══ Exercise materials ══

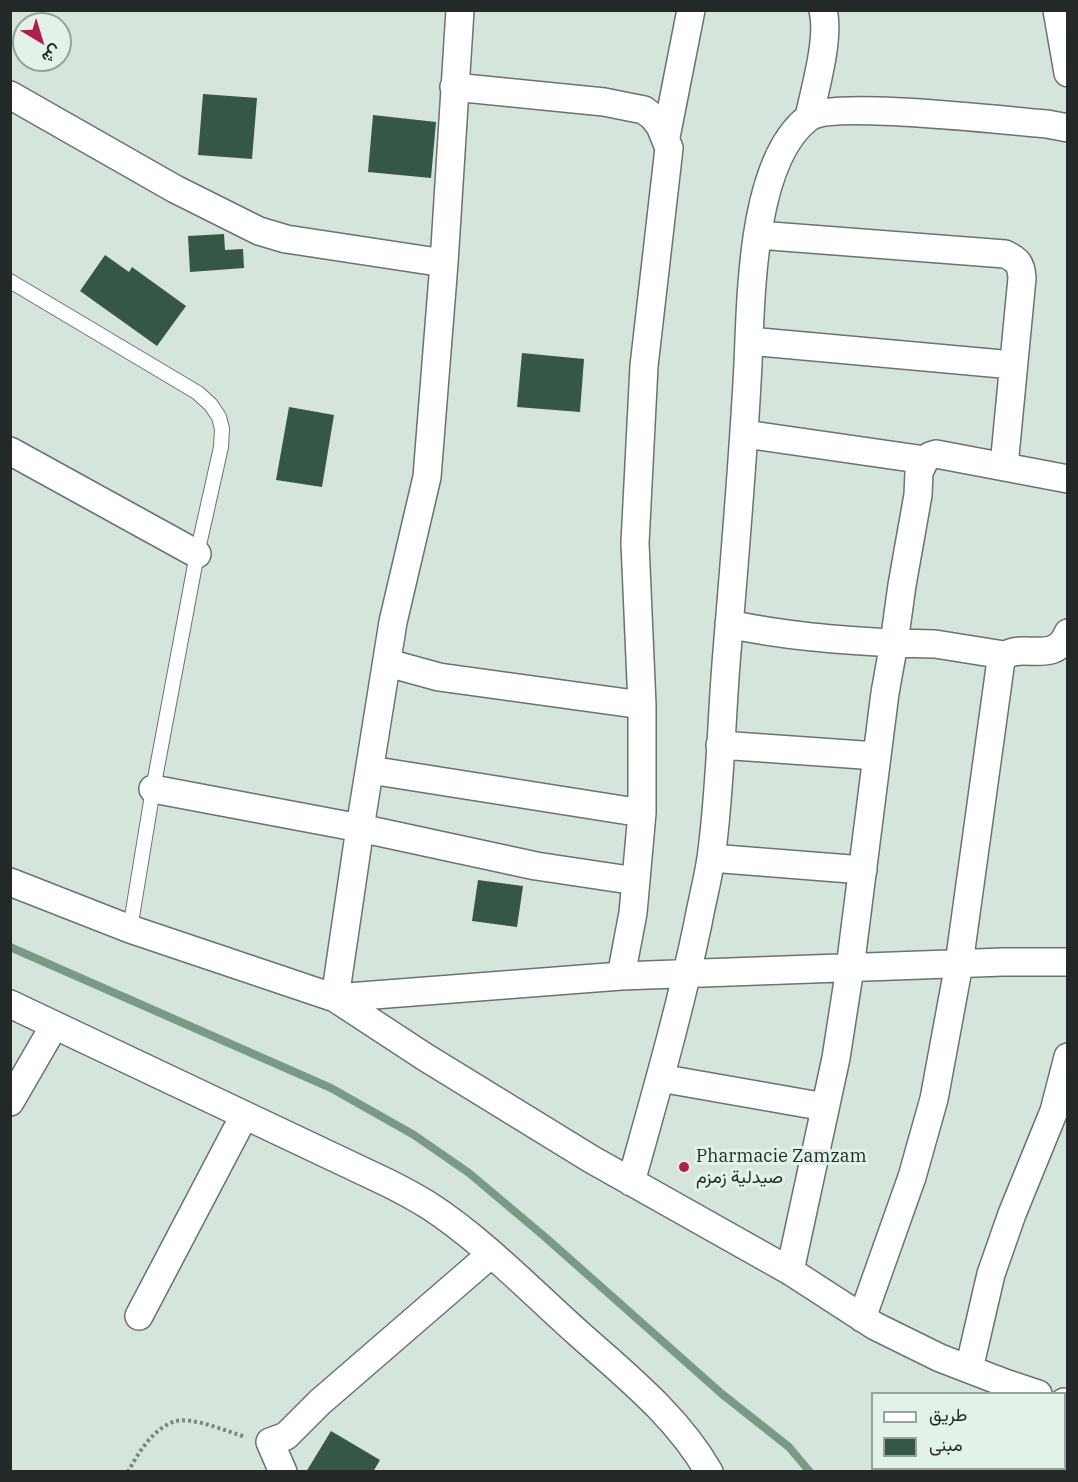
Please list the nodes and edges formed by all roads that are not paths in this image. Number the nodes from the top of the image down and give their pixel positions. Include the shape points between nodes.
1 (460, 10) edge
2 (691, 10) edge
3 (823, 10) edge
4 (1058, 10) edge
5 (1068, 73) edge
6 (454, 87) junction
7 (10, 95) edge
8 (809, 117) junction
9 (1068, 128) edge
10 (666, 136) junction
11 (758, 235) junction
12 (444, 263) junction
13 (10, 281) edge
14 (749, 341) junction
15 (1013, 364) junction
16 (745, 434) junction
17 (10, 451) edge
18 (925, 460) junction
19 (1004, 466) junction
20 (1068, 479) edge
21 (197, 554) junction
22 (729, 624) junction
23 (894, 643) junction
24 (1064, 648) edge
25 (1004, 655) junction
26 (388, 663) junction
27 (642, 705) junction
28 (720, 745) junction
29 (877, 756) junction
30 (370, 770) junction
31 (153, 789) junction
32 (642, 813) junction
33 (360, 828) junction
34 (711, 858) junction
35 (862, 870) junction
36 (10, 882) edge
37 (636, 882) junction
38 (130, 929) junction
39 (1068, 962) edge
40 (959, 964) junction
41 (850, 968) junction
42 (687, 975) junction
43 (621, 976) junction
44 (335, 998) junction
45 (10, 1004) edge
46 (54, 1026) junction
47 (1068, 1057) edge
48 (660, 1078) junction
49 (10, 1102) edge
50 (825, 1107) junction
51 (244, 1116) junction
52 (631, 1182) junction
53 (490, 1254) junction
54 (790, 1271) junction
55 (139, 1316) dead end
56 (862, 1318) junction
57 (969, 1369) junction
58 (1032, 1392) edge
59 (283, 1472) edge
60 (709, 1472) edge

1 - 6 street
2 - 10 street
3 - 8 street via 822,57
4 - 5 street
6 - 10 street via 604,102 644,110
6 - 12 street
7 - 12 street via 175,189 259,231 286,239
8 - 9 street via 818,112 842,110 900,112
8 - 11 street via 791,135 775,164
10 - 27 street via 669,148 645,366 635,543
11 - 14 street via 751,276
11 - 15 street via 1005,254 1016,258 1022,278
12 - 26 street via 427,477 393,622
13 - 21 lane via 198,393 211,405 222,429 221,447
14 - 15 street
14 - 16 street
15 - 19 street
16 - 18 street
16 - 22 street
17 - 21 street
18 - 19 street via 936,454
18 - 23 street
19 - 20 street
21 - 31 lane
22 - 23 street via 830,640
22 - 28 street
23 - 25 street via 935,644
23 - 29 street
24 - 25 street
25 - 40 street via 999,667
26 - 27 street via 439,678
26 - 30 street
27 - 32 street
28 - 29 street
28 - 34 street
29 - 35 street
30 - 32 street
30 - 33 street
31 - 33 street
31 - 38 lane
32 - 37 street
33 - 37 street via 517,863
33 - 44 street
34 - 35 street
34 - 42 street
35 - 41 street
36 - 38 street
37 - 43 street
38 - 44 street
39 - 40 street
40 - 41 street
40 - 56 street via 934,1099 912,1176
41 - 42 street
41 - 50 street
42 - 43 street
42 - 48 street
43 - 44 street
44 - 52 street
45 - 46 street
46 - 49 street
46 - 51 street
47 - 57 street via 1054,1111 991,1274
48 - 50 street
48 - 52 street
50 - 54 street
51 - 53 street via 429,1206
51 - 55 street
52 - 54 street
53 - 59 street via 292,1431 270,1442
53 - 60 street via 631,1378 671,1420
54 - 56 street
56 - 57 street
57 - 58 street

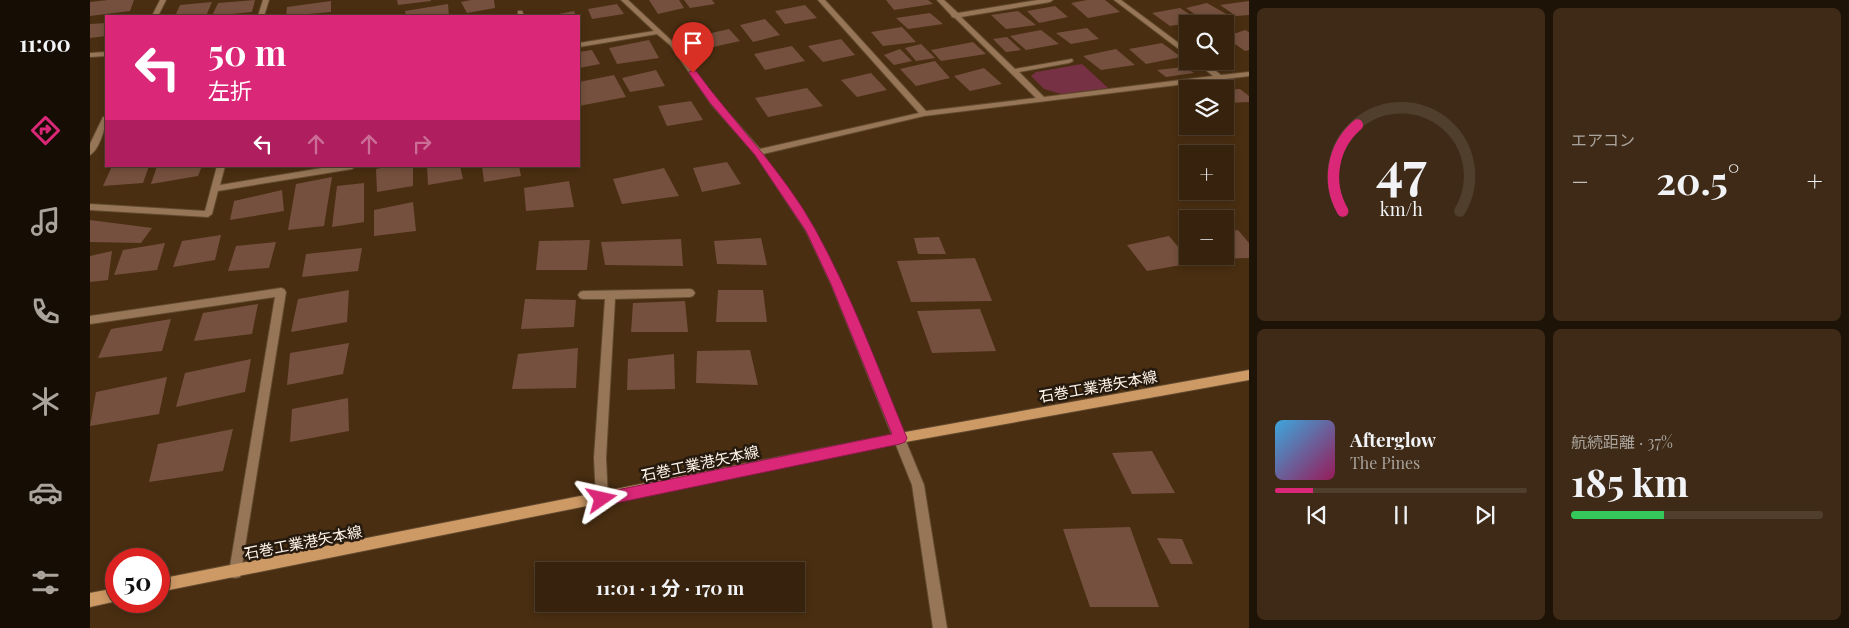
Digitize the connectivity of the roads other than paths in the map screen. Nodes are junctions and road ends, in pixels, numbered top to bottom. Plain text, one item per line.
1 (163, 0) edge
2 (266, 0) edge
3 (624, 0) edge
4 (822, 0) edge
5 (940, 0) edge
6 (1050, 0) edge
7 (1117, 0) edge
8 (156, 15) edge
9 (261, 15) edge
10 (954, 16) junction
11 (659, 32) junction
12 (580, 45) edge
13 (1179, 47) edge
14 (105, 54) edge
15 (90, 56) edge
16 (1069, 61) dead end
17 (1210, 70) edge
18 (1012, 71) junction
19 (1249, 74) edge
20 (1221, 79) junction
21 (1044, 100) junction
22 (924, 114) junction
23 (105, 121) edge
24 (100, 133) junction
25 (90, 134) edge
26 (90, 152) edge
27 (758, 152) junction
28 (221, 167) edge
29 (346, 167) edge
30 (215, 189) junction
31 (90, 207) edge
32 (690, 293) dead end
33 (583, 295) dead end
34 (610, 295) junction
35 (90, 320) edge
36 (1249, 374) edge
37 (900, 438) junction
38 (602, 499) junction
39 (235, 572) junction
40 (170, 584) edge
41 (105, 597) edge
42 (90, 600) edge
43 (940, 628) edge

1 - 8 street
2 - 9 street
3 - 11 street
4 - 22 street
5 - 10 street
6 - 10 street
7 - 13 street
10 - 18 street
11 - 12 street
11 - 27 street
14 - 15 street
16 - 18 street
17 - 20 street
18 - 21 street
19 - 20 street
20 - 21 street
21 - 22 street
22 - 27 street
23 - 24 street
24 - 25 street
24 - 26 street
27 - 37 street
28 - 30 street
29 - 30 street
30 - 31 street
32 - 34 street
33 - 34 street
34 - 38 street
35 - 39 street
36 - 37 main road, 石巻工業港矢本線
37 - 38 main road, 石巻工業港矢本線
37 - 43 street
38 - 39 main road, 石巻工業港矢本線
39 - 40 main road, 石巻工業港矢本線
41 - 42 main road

═══

### What to do:
Find every line of the records holding "lane". Answer with the count alone.

### Solution for this task:
3